Most employees ‘want Quinn sale to go ahead’
However, two groups representing a number of Quinn policyholders and others expressed concerns the deal would involve the transfer to Liberty of parts of the business only, plus only the employees attached to those parts, while the taxpayer would be left to fund the “husk” of the business for years to come.
Both groups — Concerned Irish Citizens (CIC) and Concerned Irish Business (CIB) — submitted that the High Court had not been given enough information about the deal by the insurer’s joint administrators. Their lawyers have asked the court to direct that sufficient information be given to the court, including details of an assets purchase agreement (APA).
Both groups also said they had been supportive of the Quinn Group’s alternative proposals for the insurer.
The President of the High Court, Mr Justice Nicholas Kearns, yesterday began hearing the administrators’ application for approval for the proposed sale to a joint venture of Liberty and Anglo Irish Bank. The hearing continues today.

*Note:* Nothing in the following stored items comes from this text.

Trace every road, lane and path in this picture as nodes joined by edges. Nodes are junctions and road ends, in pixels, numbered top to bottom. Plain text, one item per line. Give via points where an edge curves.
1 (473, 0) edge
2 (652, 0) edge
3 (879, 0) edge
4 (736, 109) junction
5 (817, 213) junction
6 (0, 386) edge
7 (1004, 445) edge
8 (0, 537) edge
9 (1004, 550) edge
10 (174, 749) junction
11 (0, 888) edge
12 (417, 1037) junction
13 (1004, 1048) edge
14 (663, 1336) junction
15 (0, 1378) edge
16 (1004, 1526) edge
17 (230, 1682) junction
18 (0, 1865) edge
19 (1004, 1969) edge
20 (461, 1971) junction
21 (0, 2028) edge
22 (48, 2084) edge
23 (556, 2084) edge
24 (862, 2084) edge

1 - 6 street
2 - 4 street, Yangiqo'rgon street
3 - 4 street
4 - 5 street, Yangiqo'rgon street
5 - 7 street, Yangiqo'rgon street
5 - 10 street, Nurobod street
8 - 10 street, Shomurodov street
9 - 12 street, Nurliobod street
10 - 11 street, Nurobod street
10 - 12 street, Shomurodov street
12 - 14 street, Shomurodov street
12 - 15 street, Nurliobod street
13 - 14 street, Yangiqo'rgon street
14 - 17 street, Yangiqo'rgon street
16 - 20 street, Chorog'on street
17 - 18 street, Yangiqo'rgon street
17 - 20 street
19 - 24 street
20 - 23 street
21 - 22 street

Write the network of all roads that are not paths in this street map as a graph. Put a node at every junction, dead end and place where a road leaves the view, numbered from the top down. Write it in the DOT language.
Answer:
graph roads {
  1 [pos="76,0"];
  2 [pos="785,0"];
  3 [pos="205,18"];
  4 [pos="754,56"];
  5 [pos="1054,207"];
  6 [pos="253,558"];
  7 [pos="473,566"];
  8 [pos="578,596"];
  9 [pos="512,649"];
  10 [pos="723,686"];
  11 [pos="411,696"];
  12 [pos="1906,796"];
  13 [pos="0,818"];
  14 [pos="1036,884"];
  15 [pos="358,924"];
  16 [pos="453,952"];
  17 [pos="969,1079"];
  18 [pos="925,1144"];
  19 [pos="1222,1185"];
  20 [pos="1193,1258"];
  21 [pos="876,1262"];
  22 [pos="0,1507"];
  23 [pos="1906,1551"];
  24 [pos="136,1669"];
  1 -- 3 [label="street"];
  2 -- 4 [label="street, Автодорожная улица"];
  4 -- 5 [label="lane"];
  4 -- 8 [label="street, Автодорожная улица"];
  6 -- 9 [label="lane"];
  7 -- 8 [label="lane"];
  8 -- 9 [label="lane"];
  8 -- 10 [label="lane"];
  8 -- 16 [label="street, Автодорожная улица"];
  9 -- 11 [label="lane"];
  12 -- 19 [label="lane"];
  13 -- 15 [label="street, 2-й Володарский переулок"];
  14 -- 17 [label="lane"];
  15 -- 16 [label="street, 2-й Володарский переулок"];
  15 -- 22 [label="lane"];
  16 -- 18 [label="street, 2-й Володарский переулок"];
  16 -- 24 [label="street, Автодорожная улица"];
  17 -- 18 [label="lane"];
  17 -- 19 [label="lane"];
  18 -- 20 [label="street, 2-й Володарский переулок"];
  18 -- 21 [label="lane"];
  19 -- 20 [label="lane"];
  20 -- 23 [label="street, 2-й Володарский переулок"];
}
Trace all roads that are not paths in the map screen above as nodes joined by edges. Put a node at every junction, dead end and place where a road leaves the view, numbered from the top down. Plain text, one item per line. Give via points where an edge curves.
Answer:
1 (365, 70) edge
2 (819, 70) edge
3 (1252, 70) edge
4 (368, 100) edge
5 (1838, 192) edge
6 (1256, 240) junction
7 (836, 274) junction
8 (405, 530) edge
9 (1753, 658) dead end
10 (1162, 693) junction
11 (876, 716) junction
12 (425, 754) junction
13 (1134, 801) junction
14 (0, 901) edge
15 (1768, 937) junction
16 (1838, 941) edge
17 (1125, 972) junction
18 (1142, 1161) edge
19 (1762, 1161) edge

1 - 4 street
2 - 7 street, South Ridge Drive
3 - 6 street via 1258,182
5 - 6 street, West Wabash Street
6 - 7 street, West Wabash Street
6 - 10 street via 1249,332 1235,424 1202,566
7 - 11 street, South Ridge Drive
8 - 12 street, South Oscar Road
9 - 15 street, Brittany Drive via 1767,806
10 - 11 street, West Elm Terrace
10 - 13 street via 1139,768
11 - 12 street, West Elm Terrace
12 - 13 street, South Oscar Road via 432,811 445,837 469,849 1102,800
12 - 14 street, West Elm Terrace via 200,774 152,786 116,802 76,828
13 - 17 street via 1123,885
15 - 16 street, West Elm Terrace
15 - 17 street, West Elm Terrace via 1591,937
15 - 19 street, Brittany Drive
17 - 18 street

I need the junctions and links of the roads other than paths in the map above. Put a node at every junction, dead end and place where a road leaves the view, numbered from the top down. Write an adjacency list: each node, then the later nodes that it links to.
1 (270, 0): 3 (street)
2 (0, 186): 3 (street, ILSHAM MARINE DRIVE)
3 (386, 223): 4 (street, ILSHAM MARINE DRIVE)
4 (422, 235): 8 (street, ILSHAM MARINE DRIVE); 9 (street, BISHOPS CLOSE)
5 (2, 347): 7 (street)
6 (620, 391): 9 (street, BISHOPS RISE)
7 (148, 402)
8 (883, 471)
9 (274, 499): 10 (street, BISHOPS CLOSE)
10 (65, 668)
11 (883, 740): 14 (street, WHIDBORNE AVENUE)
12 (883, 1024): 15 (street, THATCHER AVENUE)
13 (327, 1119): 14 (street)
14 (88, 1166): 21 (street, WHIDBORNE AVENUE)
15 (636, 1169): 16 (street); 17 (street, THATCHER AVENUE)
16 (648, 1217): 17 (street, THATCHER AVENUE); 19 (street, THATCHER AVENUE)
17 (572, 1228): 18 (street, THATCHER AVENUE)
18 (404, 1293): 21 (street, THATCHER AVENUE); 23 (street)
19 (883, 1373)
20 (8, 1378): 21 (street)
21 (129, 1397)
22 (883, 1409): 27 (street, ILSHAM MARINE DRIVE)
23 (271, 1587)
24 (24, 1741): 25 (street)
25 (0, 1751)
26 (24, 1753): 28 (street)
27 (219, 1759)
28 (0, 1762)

The sale proposals require €738 million public money to be paid out of the state’s insurance compensation fund to the insurer, to be funded by a 2% levy on all insurance policyholders in the state.
That payment has been agreed to by the Minister for Finance and sanctioned by the court, subject to its approving the sale. If the sale is sanctioned, €320m will be paid directly from the fund while the rest will be paid out as required following further court applications. The administrators claim the alternative to what they propose is a €1,300m liquidation of the insurer.
During yesterday’s hearing, the chairman of Quinn Insurance’s employee representative committee said the workers main concern was that the sale should go through.
Denis McDonald SC, for the administrators, said the court was being asked by CIB and CIC to address issues which it simply could not address.
Mr Justice Kearns said he would not shut out employees’ concerns. The administrators’ application was unique and entirely dependent on public funding, he said. The administrators had not considered the alternative solution advanced by the Quinn Group.